Eddy Caekelberghs
“Noir c’est noir, il n’y a plus d’espoir…” quand un discours antifasciste est censuré sur les chaînes publiques italienne
“Noir c’est noir, il n’y a plus d’espoir…”, chantait Johnny Hallyday en 1966. Ceci pour vous partager mon inquiétude à la lumière du boycott d’Antonio Scurati sur les chaînes publiques italiennes il y a quelques jours.
Scurati, c’est l’auteur de “M, l’enfant du siècle” sur l’irrésistible ascension de Mussolini. Ce fasciste qui a entraîné l’Italie mais a séduit dans les années 1920 des cohortes de jeunes (et moins jeunes !) intellectuels européens et américains! Antonio Scurati a également publié un ouvrage sur la continuité entre fascisme historique et populisme contemporain, hélas non encore traduit.
Pour commémorer la libération de l’Italie, le 25 avril 1945, il devait lire à la RAI un texte dénonçant l’incapacité de la droite au pouvoir à se rallier au socle antifasciste de la République italienne. Son intervention a été purement et simplement annulée.
Que disait-il ? Qu’il avait fallu peu de temps pour qu’une terre de culture bascule. Que le 23 mars 1919, le groupuscule Faisceaux de combat est constitué à Milan par Benito Mussolini, qui n’est qu’un obscur journaliste et activiste. Et que, le 3 janvier 1925, désormais chef du gouvernement italien, le même Mussolini assume ses responsabilités dans l’enlèvement et l’assassinat d’un député qui s’est opposé à lui au Parlement. C’est le début du régime fasciste. Il a fallu seulement six ans à l’agitateur populiste sans scrupule pour devenir le dictateur charismatique qui fascine tout un peuple.
A-t-on vu un commissaire européen en charge de l’Etat de droit rappeler l’Italie et ses chaînes publiques au socle de nos droits fondamentaux européens ?
A l’heure où l’Amérique se débat avec la candidature de Trump, ça fait peur. Un sombre milliardaire aux connexions maffieuses, animateur d’un show aux accents délétères, décadents et populistes, accusé de complot contre la démocratie, risque de revenir au pouvoir. A l’heure où l’Ukraine a porté, avant-guerre, un showman à la tête du pays selon le scénario de sa série télé tellement appréciée des Russes, qui gagne les lauriers du héros en dansant sur un volcan de corruption dangereuse, passée au second plan de l’agression hideuse. A l’heure où en France, les Bleus Marine volent vers le succès. Où la Finlande comme l’Italie gouvernent à l’extrême droite de manière décomplexée.

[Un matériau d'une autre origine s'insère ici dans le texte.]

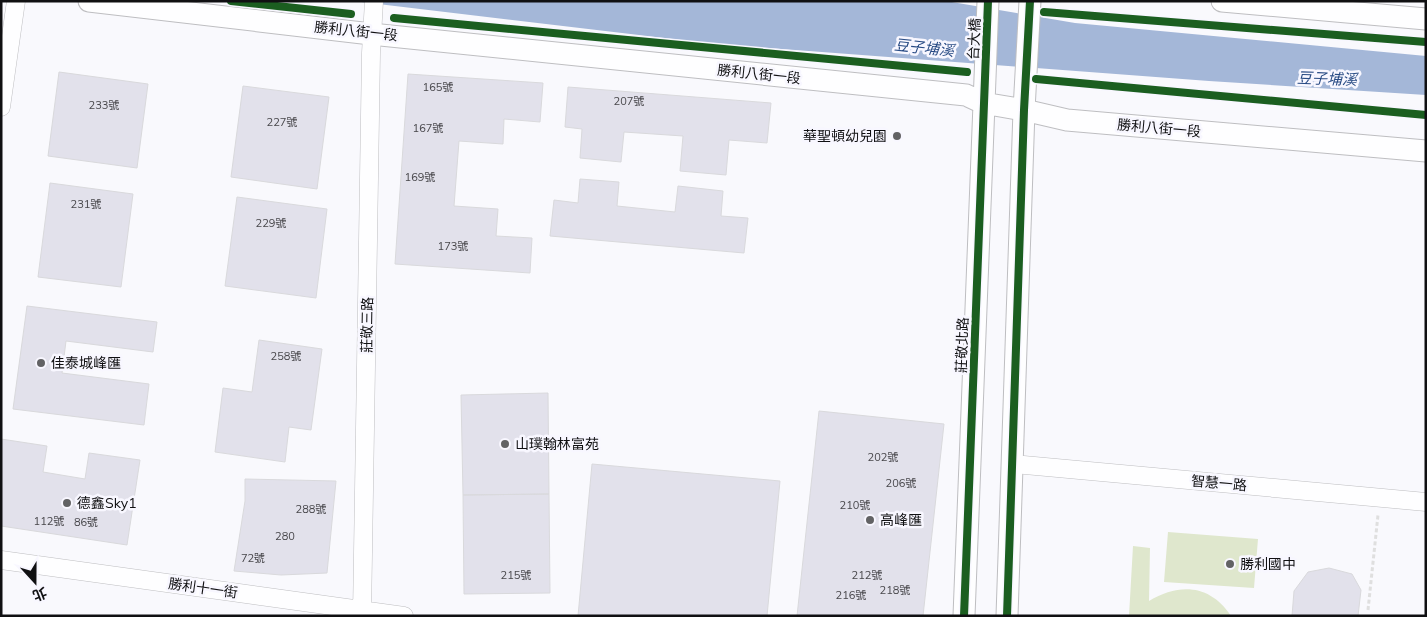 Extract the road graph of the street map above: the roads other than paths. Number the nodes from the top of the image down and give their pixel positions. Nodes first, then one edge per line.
1 (16, 1) edge
2 (89, 1) edge
3 (374, 1) edge
4 (1222, 1) edge
5 (988, 3) edge
6 (1029, 6) edge
7 (1426, 19) edge
8 (371, 34) junction
9 (985, 75) joint
10 (983, 103) junction
11 (1, 108) edge
12 (1024, 110) junction
13 (1426, 151) edge
14 (1013, 464) junction
15 (1426, 502) edge
16 (1, 560) edge
17 (362, 613) edge
18 (404, 616) edge
19 (964, 616) edge
20 (1007, 616) edge

1 - 11 street
2 - 8 street, 勝利八街一段
3 - 8 street, 莊敬三路
4 - 7 street
5 - 9 street, 台大橋
6 - 12 street
8 - 10 street, 勝利八街一段
8 - 17 street, 莊敬三路
9 - 10 street, 莊敬北路
10 - 12 street, 勝利八街一段
10 - 19 street, 莊敬北路
12 - 13 street, 勝利八街一段
12 - 14 street
14 - 15 street, 智慧一路
14 - 20 street
16 - 17 street, 勝利十一街
17 - 18 street, 勝利十一街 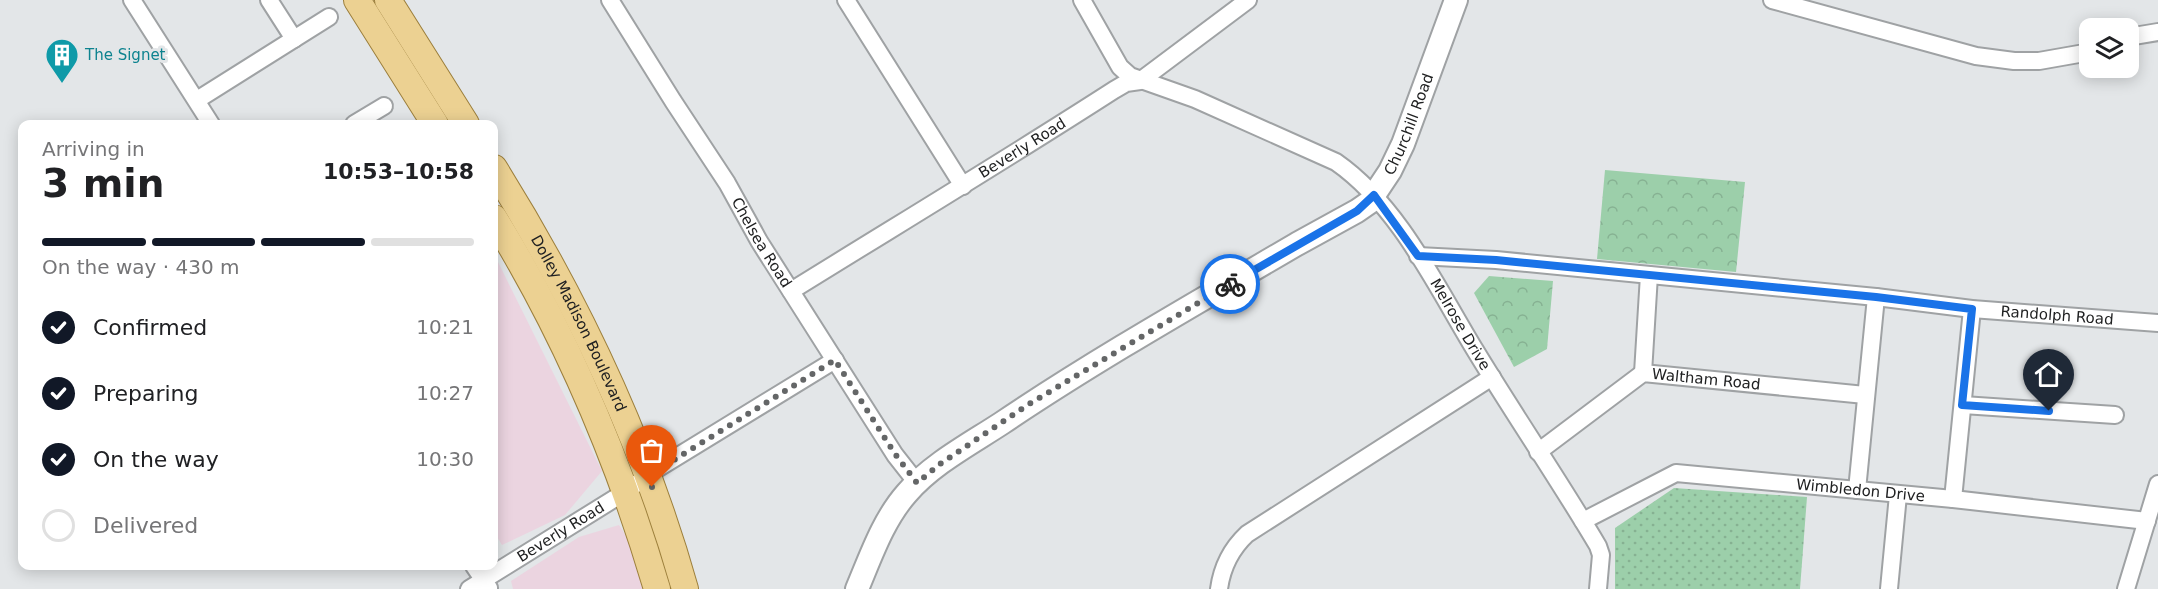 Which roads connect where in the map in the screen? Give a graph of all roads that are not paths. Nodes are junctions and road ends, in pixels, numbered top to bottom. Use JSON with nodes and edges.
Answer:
{"nodes":[{"id":1,"x":132,"y":0,"type":"edge"},
{"id":2,"x":269,"y":0,"type":"edge"},
{"id":3,"x":357,"y":0,"type":"edge"},
{"id":4,"x":388,"y":0,"type":"edge"},
{"id":5,"x":610,"y":0,"type":"edge"},
{"id":6,"x":846,"y":0,"type":"edge"},
{"id":7,"x":1082,"y":0,"type":"edge"},
{"id":8,"x":1248,"y":0,"type":"edge"},
{"id":9,"x":1456,"y":0,"type":"edge"},
{"id":10,"x":1772,"y":0,"type":"edge"},
{"id":11,"x":329,"y":17,"type":"dead end"},
{"id":12,"x":2158,"y":33,"type":"edge"},
{"id":13,"x":2139,"y":36,"type":"edge"},
{"id":14,"x":294,"y":39,"type":"junction"},
{"id":15,"x":2079,"y":53,"type":"edge"},
{"id":16,"x":1140,"y":81,"type":"junction"},
{"id":17,"x":196,"y":100,"type":"junction"},
{"id":18,"x":384,"y":106,"type":"dead end"},
{"id":19,"x":208,"y":120,"type":"edge"},
{"id":20,"x":361,"y":120,"type":"edge"},
{"id":21,"x":432,"y":120,"type":"edge"},
{"id":22,"x":463,"y":120,"type":"edge"},
{"id":23,"x":498,"y":175,"type":"edge"},
{"id":24,"x":963,"y":186,"type":"junction"},
{"id":25,"x":1374,"y":195,"type":"junction"},
{"id":26,"x":498,"y":225,"type":"edge"},
{"id":27,"x":1418,"y":256,"type":"junction"},
{"id":28,"x":1649,"y":276,"type":"junction"},
{"id":29,"x":791,"y":291,"type":"junction"},
{"id":30,"x":1876,"y":297,"type":"junction"},
{"id":31,"x":1972,"y":309,"type":"junction"},
{"id":32,"x":2158,"y":323,"type":"edge"},
{"id":33,"x":835,"y":360,"type":"junction"},
{"id":34,"x":1642,"y":373,"type":"junction"},
{"id":35,"x":1492,"y":377,"type":"junction"},
{"id":36,"x":1865,"y":395,"type":"junction"},
{"id":37,"x":1962,"y":405,"type":"junction"},
{"id":38,"x":2115,"y":416,"type":"dead end"},
{"id":39,"x":1538,"y":452,"type":"junction"},
{"id":40,"x":648,"y":476,"type":"junction"},
{"id":41,"x":917,"y":483,"type":"junction"},
{"id":42,"x":2158,"y":484,"type":"edge"},
{"id":43,"x":1857,"y":490,"type":"junction"},
{"id":44,"x":625,"y":492,"type":"junction"},
{"id":45,"x":1898,"y":495,"type":"junction"},
{"id":46,"x":1953,"y":499,"type":"junction"},
{"id":47,"x":1583,"y":521,"type":"junction"},
{"id":48,"x":2147,"y":521,"type":"junction"},
{"id":49,"x":477,"y":570,"type":"edge"},
{"id":50,"x":486,"y":585,"type":"edge"},
{"id":51,"x":469,"y":589,"type":"edge"},
{"id":52,"x":657,"y":589,"type":"edge"},
{"id":53,"x":685,"y":589,"type":"edge"},
{"id":54,"x":857,"y":589,"type":"edge"},
{"id":55,"x":1219,"y":589,"type":"edge"},
{"id":56,"x":1598,"y":589,"type":"edge"},
{"id":57,"x":1889,"y":589,"type":"edge"},
{"id":58,"x":2126,"y":589,"type":"edge"}],
"edges":[{"from":1,"to":17,"type":"street"},
{"from":2,"to":14,"type":"street"},
{"from":3,"to":21,"type":"main road"},
{"from":4,"to":22,"type":"main road"},
{"from":5,"to":29,"type":"street","name":"Chelsea Road"},
{"from":6,"to":24,"type":"street"},
{"from":7,"to":16,"type":"street","name":"Melrose Drive"},
{"from":8,"to":16,"type":"street","name":"Beverly Road"},
{"from":9,"to":25,"type":"street","name":"Churchill Road"},
{"from":10,"to":15,"type":"street"},
{"from":11,"to":14,"type":"street"},
{"from":12,"to":13,"type":"street"},
{"from":14,"to":17,"type":"street"},
{"from":16,"to":24,"type":"street","name":"Beverly Road"},
{"from":16,"to":25,"type":"street","name":"Melrose Drive"},
{"from":17,"to":19,"type":"street"},
{"from":18,"to":20,"type":"street"},
{"from":23,"to":40,"type":"main road","name":"Dolley Madison Boulevard"},
{"from":24,"to":29,"type":"street","name":"Beverly Road"},
{"from":25,"to":27,"type":"street","name":"Melrose Drive"},
{"from":25,"to":41,"type":"street","name":"Churchill Road"},
{"from":26,"to":44,"type":"main road","name":"Dolley Madison Boulevard"},
{"from":27,"to":28,"type":"street","name":"Randolph Road"},
{"from":27,"to":35,"type":"street","name":"Melrose Drive"},
{"from":28,"to":30,"type":"street","name":"Randolph Road"},
{"from":28,"to":34,"type":"street"},
{"from":29,"to":33,"type":"street","name":"Chelsea Road"},
{"from":30,"to":31,"type":"street","name":"Randolph Road"},
{"from":30,"to":36,"type":"street"},
{"from":31,"to":32,"type":"street","name":"Randolph Road"},
{"from":31,"to":37,"type":"street"},
{"from":33,"to":40,"type":"street","name":"Beverly Road"},
{"from":33,"to":41,"type":"street","name":"Chelsea Road"},
{"from":34,"to":36,"type":"street","name":"Waltham Road"},
{"from":34,"to":39,"type":"street","name":"Waltham Road"},
{"from":35,"to":39,"type":"street","name":"Melrose Drive"},
{"from":35,"to":55,"type":"street"},
{"from":36,"to":43,"type":"street"},
{"from":37,"to":38,"type":"street"},
{"from":37,"to":46,"type":"street"},
{"from":39,"to":47,"type":"street","name":"Melrose Drive"},
{"from":40,"to":44,"type":"street","name":"Beverly Road"},
{"from":40,"to":53,"type":"main road","name":"Dolley Madison Boulevard"},
{"from":41,"to":54,"type":"street","name":"Churchill Road"},
{"from":42,"to":48,"type":"street"},
{"from":43,"to":45,"type":"street","name":"Wimbledon Drive"},
{"from":43,"to":47,"type":"street","name":"Wimbledon Drive"},
{"from":44,"to":50,"type":"street","name":"Beverly Road"},
{"from":44,"to":52,"type":"main road","name":"Dolley Madison Boulevard"},
{"from":45,"to":46,"type":"street","name":"Wimbledon Drive"},
{"from":45,"to":57,"type":"street"},
{"from":46,"to":48,"type":"street","name":"Wimbledon Drive"},
{"from":47,"to":56,"type":"street","name":"Melrose Drive"},
{"from":48,"to":58,"type":"street"},
{"from":49,"to":50,"type":"street"},
{"from":50,"to":51,"type":"street","name":"Beverly Road"}]}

A-t-on vu un commissaire européen en charge de l’Etat de droit rappeler l’Italie et ses chaînes publiques au socle de nos droits fondamentaux européens ? Au refus de la censure d’Etat ? Que nenni. Le commissaire est en congé de ses fonctions pour mener campagne pour devenir (peut-être) secrétaire général du Conseil de l’Europe, le garant des droits de la personne humaine en Europe ! On hallucine !
Beaucoup d’Européens ont envie d’Europe mais la jugent inefficace. Ah, ce reproche d’inefficacité au nom duquel on balayerait bien quelques libertés fondamentales pour être plus efficace, plus secure ! On frémit !
Et pendant ce temps en Espagne, un Premier ministre annonce par courrier se donner une période de réflexion de cinq jours sur sa possible démission, sa femme faisant l’objet d’une plainte venue d’extrême droite pour “délits présumés de trafic d’influence et de corruption”. Un temps de réflexion qui ne peut qu’être qualifié d’irresponsable. Si l’on songe au Portugal et à la démission du Premier ministre António Costa suite à des accusations de prise d’influence classées sans suite par le tribunal, mais qui ont néanmoins fait chuter son gouvernement progressiste qui disposait de la majorité absolue…
Un climat sombre et puant. Stavisky sort de ce corps ! Je conclurai – avec Johnny – en me forçant à y croire : Noir c’est noir; Il me reste l’espoir; Noir c’est noir; Il me reste l’espoir; Noir c’est noir; Il me reste l’espoir !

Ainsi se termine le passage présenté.